--- START ---

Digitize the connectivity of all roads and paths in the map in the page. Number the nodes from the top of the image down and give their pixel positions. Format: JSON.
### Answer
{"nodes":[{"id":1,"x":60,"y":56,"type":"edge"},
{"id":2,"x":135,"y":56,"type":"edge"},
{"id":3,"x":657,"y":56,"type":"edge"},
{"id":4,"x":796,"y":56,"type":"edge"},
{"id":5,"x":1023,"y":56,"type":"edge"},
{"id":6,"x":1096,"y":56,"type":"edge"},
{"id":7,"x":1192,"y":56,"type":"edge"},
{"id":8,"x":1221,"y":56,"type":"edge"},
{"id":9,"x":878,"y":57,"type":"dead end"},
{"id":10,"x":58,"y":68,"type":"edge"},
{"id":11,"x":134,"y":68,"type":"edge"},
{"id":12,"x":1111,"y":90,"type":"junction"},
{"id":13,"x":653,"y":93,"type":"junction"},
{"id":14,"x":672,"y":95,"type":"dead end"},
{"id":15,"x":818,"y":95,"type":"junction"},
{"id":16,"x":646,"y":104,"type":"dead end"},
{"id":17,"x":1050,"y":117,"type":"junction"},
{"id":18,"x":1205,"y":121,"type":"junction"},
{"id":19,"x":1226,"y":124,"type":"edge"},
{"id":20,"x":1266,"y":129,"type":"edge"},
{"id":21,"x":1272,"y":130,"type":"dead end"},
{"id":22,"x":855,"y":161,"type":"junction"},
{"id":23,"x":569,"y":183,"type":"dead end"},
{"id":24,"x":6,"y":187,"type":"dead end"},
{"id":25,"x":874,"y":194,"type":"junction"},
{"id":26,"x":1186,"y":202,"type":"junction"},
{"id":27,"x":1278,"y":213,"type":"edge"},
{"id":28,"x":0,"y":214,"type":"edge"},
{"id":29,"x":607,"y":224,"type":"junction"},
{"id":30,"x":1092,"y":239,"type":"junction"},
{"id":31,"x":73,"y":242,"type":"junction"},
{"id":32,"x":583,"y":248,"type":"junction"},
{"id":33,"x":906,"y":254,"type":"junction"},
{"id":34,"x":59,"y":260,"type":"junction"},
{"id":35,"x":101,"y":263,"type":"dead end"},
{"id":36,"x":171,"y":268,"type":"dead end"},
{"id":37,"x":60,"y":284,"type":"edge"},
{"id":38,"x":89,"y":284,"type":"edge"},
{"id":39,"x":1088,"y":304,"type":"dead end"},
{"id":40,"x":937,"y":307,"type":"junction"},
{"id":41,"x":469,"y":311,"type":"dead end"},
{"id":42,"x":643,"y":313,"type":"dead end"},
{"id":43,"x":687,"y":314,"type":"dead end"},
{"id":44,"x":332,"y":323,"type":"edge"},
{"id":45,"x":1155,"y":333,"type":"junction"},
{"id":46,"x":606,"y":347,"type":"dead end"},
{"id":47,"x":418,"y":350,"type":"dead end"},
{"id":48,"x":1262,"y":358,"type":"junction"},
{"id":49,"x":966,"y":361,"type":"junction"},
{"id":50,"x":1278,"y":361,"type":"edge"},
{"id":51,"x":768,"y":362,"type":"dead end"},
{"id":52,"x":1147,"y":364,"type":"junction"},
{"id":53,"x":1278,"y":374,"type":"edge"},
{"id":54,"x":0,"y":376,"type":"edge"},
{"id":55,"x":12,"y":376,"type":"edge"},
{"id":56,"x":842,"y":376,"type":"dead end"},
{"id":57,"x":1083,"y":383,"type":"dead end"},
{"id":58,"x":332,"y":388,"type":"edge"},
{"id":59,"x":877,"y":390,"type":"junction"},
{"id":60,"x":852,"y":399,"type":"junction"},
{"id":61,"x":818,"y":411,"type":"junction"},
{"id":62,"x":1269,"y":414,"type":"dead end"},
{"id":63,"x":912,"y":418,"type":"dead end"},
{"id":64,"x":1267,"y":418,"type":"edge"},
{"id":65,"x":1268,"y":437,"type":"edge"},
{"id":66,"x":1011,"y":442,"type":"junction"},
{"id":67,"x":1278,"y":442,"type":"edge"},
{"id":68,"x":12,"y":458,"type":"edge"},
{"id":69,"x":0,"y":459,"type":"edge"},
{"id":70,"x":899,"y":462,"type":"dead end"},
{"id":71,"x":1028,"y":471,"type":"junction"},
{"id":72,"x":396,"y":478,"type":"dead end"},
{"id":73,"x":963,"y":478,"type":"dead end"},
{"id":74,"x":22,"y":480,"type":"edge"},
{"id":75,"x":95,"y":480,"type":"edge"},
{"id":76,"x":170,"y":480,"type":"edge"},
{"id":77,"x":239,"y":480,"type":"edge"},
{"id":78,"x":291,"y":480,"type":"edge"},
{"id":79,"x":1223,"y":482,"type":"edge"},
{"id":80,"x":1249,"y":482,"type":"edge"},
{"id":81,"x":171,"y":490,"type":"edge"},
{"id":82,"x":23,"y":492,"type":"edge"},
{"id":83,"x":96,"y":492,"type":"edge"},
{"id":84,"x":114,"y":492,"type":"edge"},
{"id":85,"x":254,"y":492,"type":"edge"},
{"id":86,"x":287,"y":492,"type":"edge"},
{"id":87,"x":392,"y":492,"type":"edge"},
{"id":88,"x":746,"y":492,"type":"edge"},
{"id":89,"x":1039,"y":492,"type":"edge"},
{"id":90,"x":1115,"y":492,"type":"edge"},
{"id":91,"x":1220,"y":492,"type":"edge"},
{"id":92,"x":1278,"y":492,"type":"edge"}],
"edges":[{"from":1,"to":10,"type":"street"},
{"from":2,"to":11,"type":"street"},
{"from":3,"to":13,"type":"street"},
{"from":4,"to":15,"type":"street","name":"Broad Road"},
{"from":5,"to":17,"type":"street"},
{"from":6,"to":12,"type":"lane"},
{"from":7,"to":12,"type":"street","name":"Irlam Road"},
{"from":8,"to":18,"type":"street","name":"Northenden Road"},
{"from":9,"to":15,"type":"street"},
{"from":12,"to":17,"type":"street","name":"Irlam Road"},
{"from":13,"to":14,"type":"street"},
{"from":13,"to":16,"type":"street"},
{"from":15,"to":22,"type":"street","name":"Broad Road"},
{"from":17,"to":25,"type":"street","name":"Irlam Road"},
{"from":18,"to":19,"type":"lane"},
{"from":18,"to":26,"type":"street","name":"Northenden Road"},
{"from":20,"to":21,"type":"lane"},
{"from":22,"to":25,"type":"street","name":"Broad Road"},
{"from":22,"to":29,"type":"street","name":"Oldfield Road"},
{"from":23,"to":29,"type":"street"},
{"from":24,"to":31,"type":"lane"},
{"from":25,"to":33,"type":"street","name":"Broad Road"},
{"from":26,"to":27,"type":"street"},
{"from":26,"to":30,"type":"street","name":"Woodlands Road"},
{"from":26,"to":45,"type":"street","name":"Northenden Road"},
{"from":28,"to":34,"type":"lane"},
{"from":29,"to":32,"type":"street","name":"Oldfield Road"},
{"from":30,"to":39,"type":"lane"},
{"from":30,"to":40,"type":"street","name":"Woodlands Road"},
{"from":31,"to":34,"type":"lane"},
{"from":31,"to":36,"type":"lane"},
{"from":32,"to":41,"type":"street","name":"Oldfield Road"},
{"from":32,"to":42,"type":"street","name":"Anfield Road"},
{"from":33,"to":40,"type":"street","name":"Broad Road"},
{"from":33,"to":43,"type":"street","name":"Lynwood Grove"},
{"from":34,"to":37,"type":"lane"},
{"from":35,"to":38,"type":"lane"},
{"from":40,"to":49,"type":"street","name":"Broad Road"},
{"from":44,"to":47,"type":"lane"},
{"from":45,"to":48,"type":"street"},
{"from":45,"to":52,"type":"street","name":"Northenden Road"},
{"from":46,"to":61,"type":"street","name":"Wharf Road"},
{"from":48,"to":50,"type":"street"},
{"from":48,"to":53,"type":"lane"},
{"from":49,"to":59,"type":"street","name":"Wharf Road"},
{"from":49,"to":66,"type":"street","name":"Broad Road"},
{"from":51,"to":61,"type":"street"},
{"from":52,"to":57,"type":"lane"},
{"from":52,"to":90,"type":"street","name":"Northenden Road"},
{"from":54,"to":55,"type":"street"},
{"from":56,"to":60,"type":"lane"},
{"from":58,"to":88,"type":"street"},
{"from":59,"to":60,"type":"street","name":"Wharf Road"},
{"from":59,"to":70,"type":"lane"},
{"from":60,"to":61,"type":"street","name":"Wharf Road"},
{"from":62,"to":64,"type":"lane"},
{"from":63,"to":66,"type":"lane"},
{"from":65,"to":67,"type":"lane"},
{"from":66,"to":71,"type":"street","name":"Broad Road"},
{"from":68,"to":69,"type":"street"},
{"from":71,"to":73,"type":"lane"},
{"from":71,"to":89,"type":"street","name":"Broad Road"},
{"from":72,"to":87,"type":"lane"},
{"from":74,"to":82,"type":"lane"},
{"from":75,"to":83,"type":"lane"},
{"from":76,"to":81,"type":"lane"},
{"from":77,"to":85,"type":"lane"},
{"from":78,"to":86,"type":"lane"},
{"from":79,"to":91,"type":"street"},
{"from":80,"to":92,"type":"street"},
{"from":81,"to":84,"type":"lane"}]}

--- END ---

» Exercise objective:
Search the entries above for the string "Irlam". Copy each line in which it appears.

» Written answer:
{"from":7,"to":12,"type":"street","name":"Irlam Road"},
{"from":12,"to":17,"type":"street","name":"Irlam Road"},
{"from":17,"to":25,"type":"street","name":"Irlam Road"},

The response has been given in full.